WATKINS v. The STATE.

No. S09A0472.

Decided: April 28, 2009

Ronald S. Boyter, Jr., Atlanta, for appellant. Patrick H. Head, District Attorney, Grady A. Moore, Dana J. Norman, Assistant District Attorneys, Thurbert E. Baker, Attorney General, Sara K. Sahni, Assistant Attorney General, for appellee.

Following a jury trial, Jason Donte Watkins appeals his conviction for the murder of his girlfriend, Tamarisol Durham, contending that his right to confrontation was violated because the jurors considered extra-judicial information during deliberations and that he received ineffective assistance of counsel.1  We affirm.

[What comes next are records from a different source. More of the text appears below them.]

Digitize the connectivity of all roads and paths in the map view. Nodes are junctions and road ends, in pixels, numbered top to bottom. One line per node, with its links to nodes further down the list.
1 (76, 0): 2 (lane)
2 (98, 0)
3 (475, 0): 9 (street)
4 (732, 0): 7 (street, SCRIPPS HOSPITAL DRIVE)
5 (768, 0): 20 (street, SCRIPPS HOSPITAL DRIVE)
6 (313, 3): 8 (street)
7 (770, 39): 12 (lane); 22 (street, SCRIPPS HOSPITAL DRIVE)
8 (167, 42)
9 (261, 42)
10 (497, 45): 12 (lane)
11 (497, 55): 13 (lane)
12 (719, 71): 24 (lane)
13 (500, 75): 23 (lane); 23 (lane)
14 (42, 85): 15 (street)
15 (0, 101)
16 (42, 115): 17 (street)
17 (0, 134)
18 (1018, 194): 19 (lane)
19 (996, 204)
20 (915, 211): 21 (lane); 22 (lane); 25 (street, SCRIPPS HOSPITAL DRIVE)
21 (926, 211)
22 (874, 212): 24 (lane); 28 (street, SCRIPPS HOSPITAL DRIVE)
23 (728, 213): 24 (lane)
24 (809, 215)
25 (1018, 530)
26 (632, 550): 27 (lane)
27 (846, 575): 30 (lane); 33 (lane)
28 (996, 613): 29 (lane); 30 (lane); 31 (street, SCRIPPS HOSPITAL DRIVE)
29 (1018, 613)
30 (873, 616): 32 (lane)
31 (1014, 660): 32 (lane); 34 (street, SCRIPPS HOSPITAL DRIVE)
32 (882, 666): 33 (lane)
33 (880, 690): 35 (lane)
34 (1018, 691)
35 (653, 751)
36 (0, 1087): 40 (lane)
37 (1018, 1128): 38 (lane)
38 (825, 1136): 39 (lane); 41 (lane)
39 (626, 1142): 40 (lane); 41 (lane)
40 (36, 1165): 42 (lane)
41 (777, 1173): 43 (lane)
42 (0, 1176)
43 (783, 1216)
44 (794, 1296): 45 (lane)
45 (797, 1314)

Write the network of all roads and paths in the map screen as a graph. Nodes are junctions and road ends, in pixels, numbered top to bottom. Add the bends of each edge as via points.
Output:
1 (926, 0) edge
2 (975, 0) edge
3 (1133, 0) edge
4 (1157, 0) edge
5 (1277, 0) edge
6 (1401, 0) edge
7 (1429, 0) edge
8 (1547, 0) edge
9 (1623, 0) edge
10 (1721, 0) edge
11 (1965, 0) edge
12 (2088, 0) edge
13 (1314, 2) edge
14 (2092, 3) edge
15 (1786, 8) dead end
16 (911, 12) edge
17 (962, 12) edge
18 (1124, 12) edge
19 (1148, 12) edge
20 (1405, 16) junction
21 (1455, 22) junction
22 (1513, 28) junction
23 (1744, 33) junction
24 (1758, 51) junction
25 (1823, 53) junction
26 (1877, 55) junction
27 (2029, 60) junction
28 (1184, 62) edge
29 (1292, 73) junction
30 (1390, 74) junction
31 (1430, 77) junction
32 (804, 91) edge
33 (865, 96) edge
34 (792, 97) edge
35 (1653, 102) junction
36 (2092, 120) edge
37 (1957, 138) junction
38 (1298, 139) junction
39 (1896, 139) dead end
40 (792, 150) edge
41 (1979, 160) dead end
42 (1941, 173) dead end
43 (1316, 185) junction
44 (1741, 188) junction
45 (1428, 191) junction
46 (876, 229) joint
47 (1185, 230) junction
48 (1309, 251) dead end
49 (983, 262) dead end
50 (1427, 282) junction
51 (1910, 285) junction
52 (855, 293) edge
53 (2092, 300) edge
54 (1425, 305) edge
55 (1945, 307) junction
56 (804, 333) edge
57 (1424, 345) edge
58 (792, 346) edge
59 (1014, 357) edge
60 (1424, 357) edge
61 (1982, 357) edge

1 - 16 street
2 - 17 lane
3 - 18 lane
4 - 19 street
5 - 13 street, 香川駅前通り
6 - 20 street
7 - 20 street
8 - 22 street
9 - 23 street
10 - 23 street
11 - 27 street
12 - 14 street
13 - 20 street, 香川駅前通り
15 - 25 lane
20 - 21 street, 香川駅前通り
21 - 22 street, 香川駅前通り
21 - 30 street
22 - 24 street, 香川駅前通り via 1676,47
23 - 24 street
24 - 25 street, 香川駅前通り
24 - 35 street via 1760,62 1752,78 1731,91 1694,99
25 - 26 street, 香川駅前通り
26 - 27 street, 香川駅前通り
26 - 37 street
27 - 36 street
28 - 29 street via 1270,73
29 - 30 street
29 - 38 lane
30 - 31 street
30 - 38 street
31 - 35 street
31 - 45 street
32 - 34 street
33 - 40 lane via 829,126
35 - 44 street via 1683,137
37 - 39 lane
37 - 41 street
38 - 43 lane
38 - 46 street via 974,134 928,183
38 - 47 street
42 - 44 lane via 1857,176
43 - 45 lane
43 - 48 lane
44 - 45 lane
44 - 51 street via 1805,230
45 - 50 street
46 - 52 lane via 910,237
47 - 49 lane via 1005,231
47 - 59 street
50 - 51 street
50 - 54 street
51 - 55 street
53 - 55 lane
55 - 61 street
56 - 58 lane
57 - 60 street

 In the light most favorable to the verdict, the record shows that, on the night of April 15, 2005, Watkins returned home where Durham, her two children, and her sister were waiting.   Durham and Watkins went into the bedroom.   Sitting in the living room, Durham's sister heard the couple arguing, and she heard Durham say that she was trying to leave the bedroom.   Durham's sister next heard someone calling her name and a loud thump on the wall.   Two to three minutes later, she heard a gunshot.   She ran into the bedroom and found Durham lying at the bottom of the bed with a gunshot wound to her head.   Watkins was kneeling on the floor with his hands on his head.   When the police arrived, Watkins came out of his daughter's bedroom with his hands up.   Sitting in the patrol car, Watkins stated, “I wish I would have killed me too.   I wish I would have got me, then I wouldn't have to feel this way.”

At the crime scene, detectives found a semi-automatic handgun and an empty shell casing at the foot of the bed.   A firearms examiner with the State crime lab opined that the bullet taken from Durham's body likely had been fired from the gun recovered at the scene.   Receipts recovered from the home showed Watkins had purchased this handgun.

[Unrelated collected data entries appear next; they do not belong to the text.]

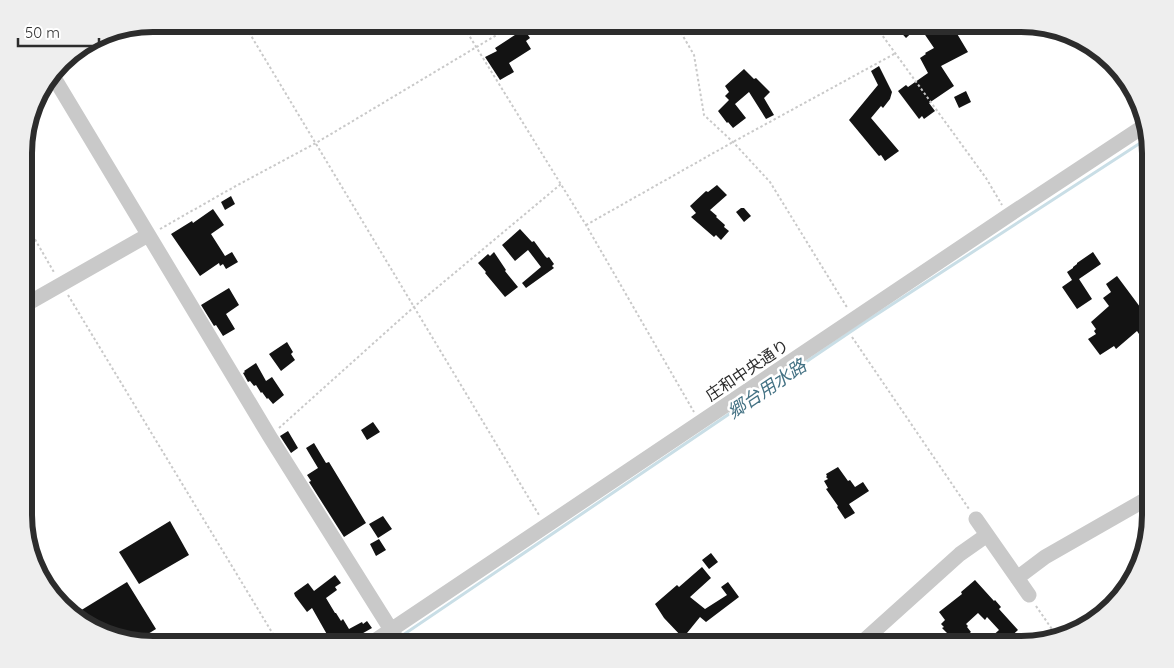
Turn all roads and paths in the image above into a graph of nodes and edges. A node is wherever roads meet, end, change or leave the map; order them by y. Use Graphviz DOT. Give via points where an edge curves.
graph roads {
  1 [pos="249,32"];
  2 [pos="467,32"];
  3 [pos="501,32"];
  4 [pos="681,32"];
  5 [pos="880,32"];
  6 [pos="476,47"];
  7 [pos="896,53"];
  8 [pos="56,82"];
  9 [pos="1139,129"];
  10 [pos="733,142"];
  11 [pos="316,143"];
  12 [pos="561,184"];
  13 [pos="1009,216"];
  14 [pos="586,224"];
  15 [pos="32,234"];
  16 [pos="148,236"];
  17 [pos="61,284"];
  18 [pos="32,300"];
  19 [pos="415,306"];
  20 [pos="850,323"];
  21 [pos="700,423"];
  22 [pos="270,437"];
  23 [pos="1141,502"];
  24 [pos="976,519"];
  25 [pos="546,526"];
  26 [pos="987,535"];
  27 [pos="1017,578"];
  28 [pos="1029,595"];
  29 [pos="392,630"];
  30 [pos="1053,631"];
  31 [pos="870,635"];
  32 [pos="274,636"];
  33 [pos="383,636"];
  34 [pos="395,636"];
  1 -- 11 [label="path"];
  2 -- 6 [label="path"];
  3 -- 6 [label="path"];
  4 -- 10 [label="path" via="694,55 704,115"];
  5 -- 7 [label="path"];
  6 -- 11 [label="path"];
  6 -- 12 [label="path"];
  7 -- 10 [label="path"];
  7 -- 13 [label="path" via="986,178"];
  8 -- 16 [label="street"];
  9 -- 13 [label="street, 庄和中央通り"];
  10 -- 14 [label="path"];
  10 -- 20 [label="path" via="770,182"];
  11 -- 16 [label="path"];
  11 -- 19 [label="path"];
  12 -- 14 [label="path"];
  12 -- 19 [label="path"];
  13 -- 20 [label="street, 庄和中央通り"];
  14 -- 21 [label="path"];
  15 -- 17 [label="path"];
  16 -- 17 [label="street"];
  16 -- 22 [label="street"];
  17 -- 18 [label="street"];
  17 -- 32 [label="path"];
  19 -- 22 [label="path"];
  19 -- 25 [label="path"];
  20 -- 21 [label="street, 庄和中央通り"];
  20 -- 24 [label="path"];
  21 -- 25 [label="street, 庄和中央通り"];
  22 -- 29 [label="street"];
  23 -- 27 [label="street" via="1045,557"];
  24 -- 26 [label="street"];
  25 -- 29 [label="street, 庄和中央通り"];
  26 -- 27 [label="street"];
  26 -- 31 [label="street" via="960,554"];
  27 -- 28 [label="street"];
  28 -- 30 [label="path"];
  29 -- 33 [label="street, 庄和中央通り"];
  29 -- 34 [label="street"];
}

This evidence was sufficient to enable the jury to find Watkins guilty of the crimes for which he was convicted beyond a reasonable doubt.  Jackson v. Virginia, 443 U.S. 307, 99 S.Ct. 2781, 61 L.Ed.2d 560 (1979).

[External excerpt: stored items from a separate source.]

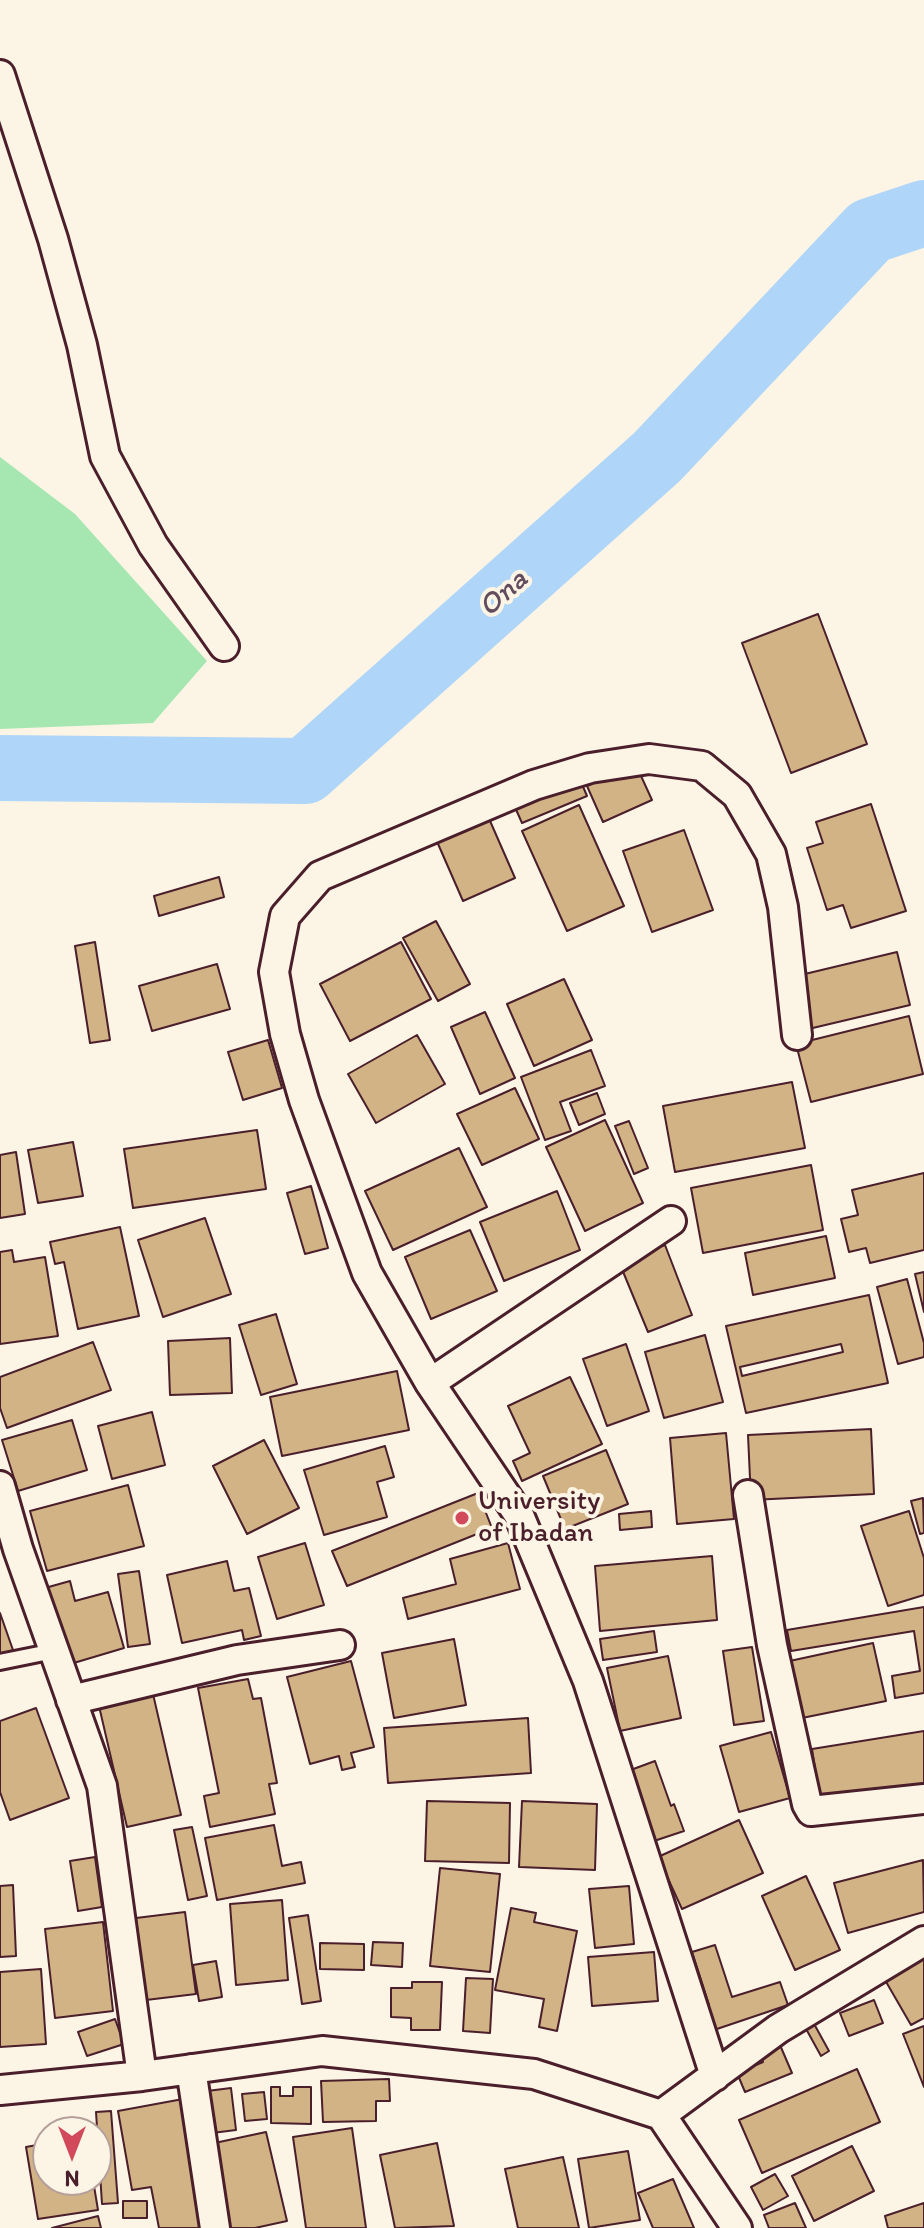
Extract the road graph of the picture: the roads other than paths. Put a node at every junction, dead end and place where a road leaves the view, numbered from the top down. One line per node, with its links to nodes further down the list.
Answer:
1 (0, 75): 2 (street)
2 (224, 646)
3 (797, 1035): 5 (street)
4 (671, 1221): 5 (street)
5 (430, 1383): 16 (street)
6 (0, 1486): 9 (street)
7 (748, 1495): 12 (street)
8 (340, 1645): 11 (street)
9 (54, 1651): 10 (lane); 11 (street)
10 (0, 1662)
11 (71, 1700): 15 (street)
12 (924, 1799)
13 (924, 1941): 16 (street)
14 (191, 2069): 15 (street); 18 (street); 19 (street)
15 (142, 2076): 17 (street)
16 (715, 2076): 18 (street)
17 (0, 2090)
18 (661, 2115): 20 (street)
19 (215, 2228)
20 (737, 2228)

 1. Watkins contends that his conviction must be reversed because one of the jurors discussed extra-judicial information with the other jurors during deliberations.

Jurors generally are not permitted to impeach their verdict, but this rule does yield to a defendant's constitutional guarantees.   Whether or not an exception should be made must be determined by the circumstances of the case.   To set aside a jury verdict solely because of irregular jury conduct, this Court must conclude that the conduct was so prejudicial that the verdict is inherently lacking in due process.

(Punctuation and footnotes omitted.)  Butler v. State, 270 Ga. 441, 444(2), 511 S.E.2d 180 (1999).

At trial, Watkins argued that the shooting occurred by accident.   He maintained that Durham had initially pulled the gun on him, that he tried to take it from her, and that during the struggle, the gun accidentally fired.   The prosecution countered Watkins' accident defense, in part, by noting that, if events had happened in the manner he stated, there may have been some injury to his hands from the slide of the discharging weapon.

Watkins contends that, after jury deliberations had begun, Wesley Sivley, a juror, performed experiments at home with his own personal handgun to determine whether Watkins' version of an accidental shooting was plausible, despite the fact that Watkins did not receive any hand injuries from the discharging weapon.   Watkins further contends that Juror Sivley used the results from this extra-judicial experimentation to convince another juror, Annie Mae Huill, to change her vote from not guilty to guilty.

At the motion for new trial hearing, witnesses provided conflicting testimony.   Watkins' trial counsel testified that, following the trial, Juror Sivley told him that he had conducted an experiment at home and conveyed the results of this experiment to the other jurors.   Juror Sivley directly contradicted this account.   He testified that he did not perform any experiments at home of any type.   He did convey his belief to the other jurors that an accidental shooting as contended by Watkins could not have happened without an injury to Watkins' hand caused by the sliding mechanism of the gun.   This belief, however, was based on Juror Sivley's past experience with handguns, not any extra-judicial experimentation.   Juror Huill testified that, during deliberations, she initially believed that Watkins was innocent.   Then, Juror Sivley demonstrated to her that, had the shooting been accidental, Watkins would have injured his hands.   Based on this demonstration, Juror Huill decided to change her vote to “guilty.”   Although Juror Huill initially stated that Juror Sivley “said how he went home and how he kind of, like, played out the scene concerning the gun,” she later gave equivocating testimony that she could not remember any details about Juror Sivley performing any experiments at his home with his own gun. Finally, a third juror testified that, although he remembered one juror discussing his personal knowledge of handguns, he had no memory of that juror discussing any extra-judicial information.   After considering this testimony and the credibility of the witnesses, the trial court found, as a matter of fact, that no extra-judicial experimentation had been established.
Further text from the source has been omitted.